Data to examine>

▽

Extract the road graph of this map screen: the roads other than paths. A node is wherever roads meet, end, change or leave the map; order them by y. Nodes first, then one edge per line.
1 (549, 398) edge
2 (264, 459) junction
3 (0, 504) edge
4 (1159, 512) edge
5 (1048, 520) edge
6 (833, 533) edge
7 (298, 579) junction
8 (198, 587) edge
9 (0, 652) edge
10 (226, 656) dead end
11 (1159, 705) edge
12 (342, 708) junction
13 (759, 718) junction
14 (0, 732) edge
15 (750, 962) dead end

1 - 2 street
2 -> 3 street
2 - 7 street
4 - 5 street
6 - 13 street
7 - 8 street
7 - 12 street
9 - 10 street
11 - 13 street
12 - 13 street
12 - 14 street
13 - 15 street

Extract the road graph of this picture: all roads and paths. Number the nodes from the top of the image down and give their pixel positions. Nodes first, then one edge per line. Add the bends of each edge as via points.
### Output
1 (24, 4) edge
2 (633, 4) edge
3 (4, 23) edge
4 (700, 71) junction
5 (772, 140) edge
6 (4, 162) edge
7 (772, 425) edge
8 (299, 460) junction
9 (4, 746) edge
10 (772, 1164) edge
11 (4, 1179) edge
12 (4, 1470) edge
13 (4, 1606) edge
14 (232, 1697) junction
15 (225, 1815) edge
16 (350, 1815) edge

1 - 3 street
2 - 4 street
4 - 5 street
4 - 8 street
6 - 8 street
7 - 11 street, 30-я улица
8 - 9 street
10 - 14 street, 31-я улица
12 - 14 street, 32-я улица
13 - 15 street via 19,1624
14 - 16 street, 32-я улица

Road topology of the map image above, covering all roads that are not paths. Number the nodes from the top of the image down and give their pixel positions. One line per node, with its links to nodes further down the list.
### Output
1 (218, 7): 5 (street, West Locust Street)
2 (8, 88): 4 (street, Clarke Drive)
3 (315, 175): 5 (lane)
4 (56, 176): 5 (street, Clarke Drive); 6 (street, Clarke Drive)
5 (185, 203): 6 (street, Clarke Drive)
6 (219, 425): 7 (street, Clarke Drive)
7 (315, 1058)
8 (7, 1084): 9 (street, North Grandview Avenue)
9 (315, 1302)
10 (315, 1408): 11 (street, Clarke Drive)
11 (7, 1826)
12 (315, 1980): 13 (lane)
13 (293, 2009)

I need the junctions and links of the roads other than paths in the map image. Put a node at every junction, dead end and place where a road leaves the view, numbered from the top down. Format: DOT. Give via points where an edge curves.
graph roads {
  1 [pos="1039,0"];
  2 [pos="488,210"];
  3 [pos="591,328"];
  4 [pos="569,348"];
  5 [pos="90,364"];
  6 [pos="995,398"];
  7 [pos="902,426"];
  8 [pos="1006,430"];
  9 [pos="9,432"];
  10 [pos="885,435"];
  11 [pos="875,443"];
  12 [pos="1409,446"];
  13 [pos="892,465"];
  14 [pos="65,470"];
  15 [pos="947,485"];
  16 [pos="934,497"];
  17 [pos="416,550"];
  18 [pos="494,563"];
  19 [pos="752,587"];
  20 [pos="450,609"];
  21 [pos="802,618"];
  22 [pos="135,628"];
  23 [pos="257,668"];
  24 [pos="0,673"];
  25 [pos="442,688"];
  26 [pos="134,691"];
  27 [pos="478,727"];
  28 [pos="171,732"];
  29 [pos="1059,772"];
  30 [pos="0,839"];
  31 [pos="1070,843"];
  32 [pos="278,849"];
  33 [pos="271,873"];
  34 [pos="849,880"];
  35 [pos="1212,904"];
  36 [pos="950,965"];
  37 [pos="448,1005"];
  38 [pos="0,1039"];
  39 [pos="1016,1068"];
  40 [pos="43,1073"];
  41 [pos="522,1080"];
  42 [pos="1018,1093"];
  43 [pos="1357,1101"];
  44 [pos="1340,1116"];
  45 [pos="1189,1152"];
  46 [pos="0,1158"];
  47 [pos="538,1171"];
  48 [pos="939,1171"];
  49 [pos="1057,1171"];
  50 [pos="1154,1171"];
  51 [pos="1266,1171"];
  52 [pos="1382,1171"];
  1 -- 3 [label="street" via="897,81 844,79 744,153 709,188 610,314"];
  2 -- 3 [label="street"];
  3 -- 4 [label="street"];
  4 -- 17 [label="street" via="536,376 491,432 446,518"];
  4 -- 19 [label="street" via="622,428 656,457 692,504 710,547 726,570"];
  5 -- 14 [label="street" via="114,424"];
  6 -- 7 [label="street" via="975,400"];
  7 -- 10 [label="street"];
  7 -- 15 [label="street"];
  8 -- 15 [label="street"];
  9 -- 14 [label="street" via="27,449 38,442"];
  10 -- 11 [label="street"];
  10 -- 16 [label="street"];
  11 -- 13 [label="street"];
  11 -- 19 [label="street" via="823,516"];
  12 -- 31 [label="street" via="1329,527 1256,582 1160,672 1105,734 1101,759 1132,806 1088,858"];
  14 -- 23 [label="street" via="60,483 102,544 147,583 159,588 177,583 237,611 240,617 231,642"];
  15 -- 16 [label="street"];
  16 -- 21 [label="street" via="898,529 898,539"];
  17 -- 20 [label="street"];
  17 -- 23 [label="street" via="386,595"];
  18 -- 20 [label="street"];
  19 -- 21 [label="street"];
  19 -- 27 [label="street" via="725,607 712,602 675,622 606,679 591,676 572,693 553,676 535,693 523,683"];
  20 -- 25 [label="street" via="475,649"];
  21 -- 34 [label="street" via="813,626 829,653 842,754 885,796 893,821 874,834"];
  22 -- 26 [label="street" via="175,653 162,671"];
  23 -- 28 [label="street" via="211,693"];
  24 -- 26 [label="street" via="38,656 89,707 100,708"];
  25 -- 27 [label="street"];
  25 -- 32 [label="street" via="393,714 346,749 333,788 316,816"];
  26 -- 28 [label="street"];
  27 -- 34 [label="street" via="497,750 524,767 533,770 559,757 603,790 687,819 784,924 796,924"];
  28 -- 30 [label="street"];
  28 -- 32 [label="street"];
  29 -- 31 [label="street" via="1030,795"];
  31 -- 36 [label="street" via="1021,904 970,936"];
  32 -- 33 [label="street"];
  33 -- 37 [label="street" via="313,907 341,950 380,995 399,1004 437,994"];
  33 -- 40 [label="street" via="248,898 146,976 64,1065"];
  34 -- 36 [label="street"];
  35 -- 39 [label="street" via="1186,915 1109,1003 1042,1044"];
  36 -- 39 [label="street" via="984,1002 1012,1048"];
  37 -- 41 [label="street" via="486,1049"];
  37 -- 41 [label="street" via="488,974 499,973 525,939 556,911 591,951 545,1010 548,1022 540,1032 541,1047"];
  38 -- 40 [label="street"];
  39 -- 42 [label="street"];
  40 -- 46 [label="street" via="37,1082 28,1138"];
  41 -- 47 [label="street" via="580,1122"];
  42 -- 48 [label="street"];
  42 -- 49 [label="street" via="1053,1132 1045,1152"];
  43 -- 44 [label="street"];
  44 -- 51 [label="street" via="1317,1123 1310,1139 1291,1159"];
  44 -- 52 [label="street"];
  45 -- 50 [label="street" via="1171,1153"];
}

△

Aim of the exercise> In full and without alteration, return every line above.

Reply>
Extract the road graph of this map screen: the roads other than paths. A node is wherever roads meet, end, change or leave the map; order them by y. Nodes first, then one edge per line.
1 (549, 398) edge
2 (264, 459) junction
3 (0, 504) edge
4 (1159, 512) edge
5 (1048, 520) edge
6 (833, 533) edge
7 (298, 579) junction
8 (198, 587) edge
9 (0, 652) edge
10 (226, 656) dead end
11 (1159, 705) edge
12 (342, 708) junction
13 (759, 718) junction
14 (0, 732) edge
15 (750, 962) dead end

1 - 2 street
2 -> 3 street
2 - 7 street
4 - 5 street
6 - 13 street
7 - 8 street
7 - 12 street
9 - 10 street
11 - 13 street
12 - 13 street
12 - 14 street
13 - 15 street

Extract the road graph of this picture: all roads and paths. Number the nodes from the top of the image down and give their pixel positions. Nodes first, then one edge per line. Add the bends of each edge as via points.
### Output
1 (24, 4) edge
2 (633, 4) edge
3 (4, 23) edge
4 (700, 71) junction
5 (772, 140) edge
6 (4, 162) edge
7 (772, 425) edge
8 (299, 460) junction
9 (4, 746) edge
10 (772, 1164) edge
11 (4, 1179) edge
12 (4, 1470) edge
13 (4, 1606) edge
14 (232, 1697) junction
15 (225, 1815) edge
16 (350, 1815) edge

1 - 3 street
2 - 4 street
4 - 5 street
4 - 8 street
6 - 8 street
7 - 11 street, 30-я улица
8 - 9 street
10 - 14 street, 31-я улица
12 - 14 street, 32-я улица
13 - 15 street via 19,1624
14 - 16 street, 32-я улица

Road topology of the map image above, covering all roads that are not paths. Number the nodes from the top of the image down and give their pixel positions. One line per node, with its links to nodes further down the list.
### Output
1 (218, 7): 5 (street, West Locust Street)
2 (8, 88): 4 (street, Clarke Drive)
3 (315, 175): 5 (lane)
4 (56, 176): 5 (street, Clarke Drive); 6 (street, Clarke Drive)
5 (185, 203): 6 (street, Clarke Drive)
6 (219, 425): 7 (street, Clarke Drive)
7 (315, 1058)
8 (7, 1084): 9 (street, North Grandview Avenue)
9 (315, 1302)
10 (315, 1408): 11 (street, Clarke Drive)
11 (7, 1826)
12 (315, 1980): 13 (lane)
13 (293, 2009)

I need the junctions and links of the roads other than paths in the map image. Put a node at every junction, dead end and place where a road leaves the view, numbered from the top down. Format: DOT. Give via points where an edge curves.
graph roads {
  1 [pos="1039,0"];
  2 [pos="488,210"];
  3 [pos="591,328"];
  4 [pos="569,348"];
  5 [pos="90,364"];
  6 [pos="995,398"];
  7 [pos="902,426"];
  8 [pos="1006,430"];
  9 [pos="9,432"];
  10 [pos="885,435"];
  11 [pos="875,443"];
  12 [pos="1409,446"];
  13 [pos="892,465"];
  14 [pos="65,470"];
  15 [pos="947,485"];
  16 [pos="934,497"];
  17 [pos="416,550"];
  18 [pos="494,563"];
  19 [pos="752,587"];
  20 [pos="450,609"];
  21 [pos="802,618"];
  22 [pos="135,628"];
  23 [pos="257,668"];
  24 [pos="0,673"];
  25 [pos="442,688"];
  26 [pos="134,691"];
  27 [pos="478,727"];
  28 [pos="171,732"];
  29 [pos="1059,772"];
  30 [pos="0,839"];
  31 [pos="1070,843"];
  32 [pos="278,849"];
  33 [pos="271,873"];
  34 [pos="849,880"];
  35 [pos="1212,904"];
  36 [pos="950,965"];
  37 [pos="448,1005"];
  38 [pos="0,1039"];
  39 [pos="1016,1068"];
  40 [pos="43,1073"];
  41 [pos="522,1080"];
  42 [pos="1018,1093"];
  43 [pos="1357,1101"];
  44 [pos="1340,1116"];
  45 [pos="1189,1152"];
  46 [pos="0,1158"];
  47 [pos="538,1171"];
  48 [pos="939,1171"];
  49 [pos="1057,1171"];
  50 [pos="1154,1171"];
  51 [pos="1266,1171"];
  52 [pos="1382,1171"];
  1 -- 3 [label="street" via="897,81 844,79 744,153 709,188 610,314"];
  2 -- 3 [label="street"];
  3 -- 4 [label="street"];
  4 -- 17 [label="street" via="536,376 491,432 446,518"];
  4 -- 19 [label="street" via="622,428 656,457 692,504 710,547 726,570"];
  5 -- 14 [label="street" via="114,424"];
  6 -- 7 [label="street" via="975,400"];
  7 -- 10 [label="street"];
  7 -- 15 [label="street"];
  8 -- 15 [label="street"];
  9 -- 14 [label="street" via="27,449 38,442"];
  10 -- 11 [label="street"];
  10 -- 16 [label="street"];
  11 -- 13 [label="street"];
  11 -- 19 [label="street" via="823,516"];
  12 -- 31 [label="street" via="1329,527 1256,582 1160,672 1105,734 1101,759 1132,806 1088,858"];
  14 -- 23 [label="street" via="60,483 102,544 147,583 159,588 177,583 237,611 240,617 231,642"];
  15 -- 16 [label="street"];
  16 -- 21 [label="street" via="898,529 898,539"];
  17 -- 20 [label="street"];
  17 -- 23 [label="street" via="386,595"];
  18 -- 20 [label="street"];
  19 -- 21 [label="street"];
  19 -- 27 [label="street" via="725,607 712,602 675,622 606,679 591,676 572,693 553,676 535,693 523,683"];
  20 -- 25 [label="street" via="475,649"];
  21 -- 34 [label="street" via="813,626 829,653 842,754 885,796 893,821 874,834"];
  22 -- 26 [label="street" via="175,653 162,671"];
  23 -- 28 [label="street" via="211,693"];
  24 -- 26 [label="street" via="38,656 89,707 100,708"];
  25 -- 27 [label="street"];
  25 -- 32 [label="street" via="393,714 346,749 333,788 316,816"];
  26 -- 28 [label="street"];
  27 -- 34 [label="street" via="497,750 524,767 533,770 559,757 603,790 687,819 784,924 796,924"];
  28 -- 30 [label="street"];
  28 -- 32 [label="street"];
  29 -- 31 [label="street" via="1030,795"];
  31 -- 36 [label="street" via="1021,904 970,936"];
  32 -- 33 [label="street"];
  33 -- 37 [label="street" via="313,907 341,950 380,995 399,1004 437,994"];
  33 -- 40 [label="street" via="248,898 146,976 64,1065"];
  34 -- 36 [label="street"];
  35 -- 39 [label="street" via="1186,915 1109,1003 1042,1044"];
  36 -- 39 [label="street" via="984,1002 1012,1048"];
  37 -- 41 [label="street" via="486,1049"];
  37 -- 41 [label="street" via="488,974 499,973 525,939 556,911 591,951 545,1010 548,1022 540,1032 541,1047"];
  38 -- 40 [label="street"];
  39 -- 42 [label="street"];
  40 -- 46 [label="street" via="37,1082 28,1138"];
  41 -- 47 [label="street" via="580,1122"];
  42 -- 48 [label="street"];
  42 -- 49 [label="street" via="1053,1132 1045,1152"];
  43 -- 44 [label="street"];
  44 -- 51 [label="street" via="1317,1123 1310,1139 1291,1159"];
  44 -- 52 [label="street"];
  45 -- 50 [label="street" via="1171,1153"];
}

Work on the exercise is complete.